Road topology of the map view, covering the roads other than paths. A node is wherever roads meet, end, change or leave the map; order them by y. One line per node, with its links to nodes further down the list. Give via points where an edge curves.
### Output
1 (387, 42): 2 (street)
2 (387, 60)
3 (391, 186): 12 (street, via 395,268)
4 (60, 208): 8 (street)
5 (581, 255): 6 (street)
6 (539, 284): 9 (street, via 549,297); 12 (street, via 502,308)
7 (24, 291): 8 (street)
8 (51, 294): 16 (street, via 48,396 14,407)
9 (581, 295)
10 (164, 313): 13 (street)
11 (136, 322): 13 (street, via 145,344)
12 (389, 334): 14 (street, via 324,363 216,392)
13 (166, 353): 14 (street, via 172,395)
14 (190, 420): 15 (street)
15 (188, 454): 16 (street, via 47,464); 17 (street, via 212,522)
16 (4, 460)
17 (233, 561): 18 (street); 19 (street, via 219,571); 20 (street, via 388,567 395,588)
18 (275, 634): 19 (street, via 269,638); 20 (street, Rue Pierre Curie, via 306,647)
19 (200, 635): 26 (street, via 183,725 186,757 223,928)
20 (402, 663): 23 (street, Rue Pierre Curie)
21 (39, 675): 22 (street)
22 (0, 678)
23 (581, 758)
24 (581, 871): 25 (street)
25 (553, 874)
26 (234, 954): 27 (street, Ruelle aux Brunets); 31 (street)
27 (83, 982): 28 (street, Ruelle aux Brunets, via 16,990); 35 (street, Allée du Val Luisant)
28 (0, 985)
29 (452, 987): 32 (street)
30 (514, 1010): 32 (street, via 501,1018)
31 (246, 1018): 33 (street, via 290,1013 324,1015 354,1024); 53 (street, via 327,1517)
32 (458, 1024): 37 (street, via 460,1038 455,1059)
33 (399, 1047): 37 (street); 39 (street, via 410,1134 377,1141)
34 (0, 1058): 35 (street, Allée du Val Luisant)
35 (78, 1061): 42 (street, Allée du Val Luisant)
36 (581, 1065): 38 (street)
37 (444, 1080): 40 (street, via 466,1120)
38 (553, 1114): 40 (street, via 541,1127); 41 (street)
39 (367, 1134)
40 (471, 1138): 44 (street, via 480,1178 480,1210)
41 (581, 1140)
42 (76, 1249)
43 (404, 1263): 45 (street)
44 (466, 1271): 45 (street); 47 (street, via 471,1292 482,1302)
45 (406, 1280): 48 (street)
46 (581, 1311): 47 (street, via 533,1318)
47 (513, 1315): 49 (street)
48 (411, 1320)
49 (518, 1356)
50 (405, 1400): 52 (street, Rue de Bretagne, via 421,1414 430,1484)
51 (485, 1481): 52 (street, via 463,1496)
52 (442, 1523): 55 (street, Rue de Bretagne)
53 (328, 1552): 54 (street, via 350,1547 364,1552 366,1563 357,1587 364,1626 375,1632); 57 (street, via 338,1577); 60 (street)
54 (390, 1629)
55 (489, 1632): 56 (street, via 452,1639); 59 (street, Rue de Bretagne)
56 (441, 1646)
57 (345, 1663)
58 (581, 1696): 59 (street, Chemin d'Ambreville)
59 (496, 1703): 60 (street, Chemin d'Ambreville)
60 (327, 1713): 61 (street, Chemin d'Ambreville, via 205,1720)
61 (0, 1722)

● ● ●

**Exercise**
For each line of the listing that holds the word "Allée", show that line.

**Task output**
27 (83, 982): 28 (street, Ruelle aux Brunets, via 16,990); 35 (street, Allée du Val Luisant)
34 (0, 1058): 35 (street, Allée du Val Luisant)
35 (78, 1061): 42 (street, Allée du Val Luisant)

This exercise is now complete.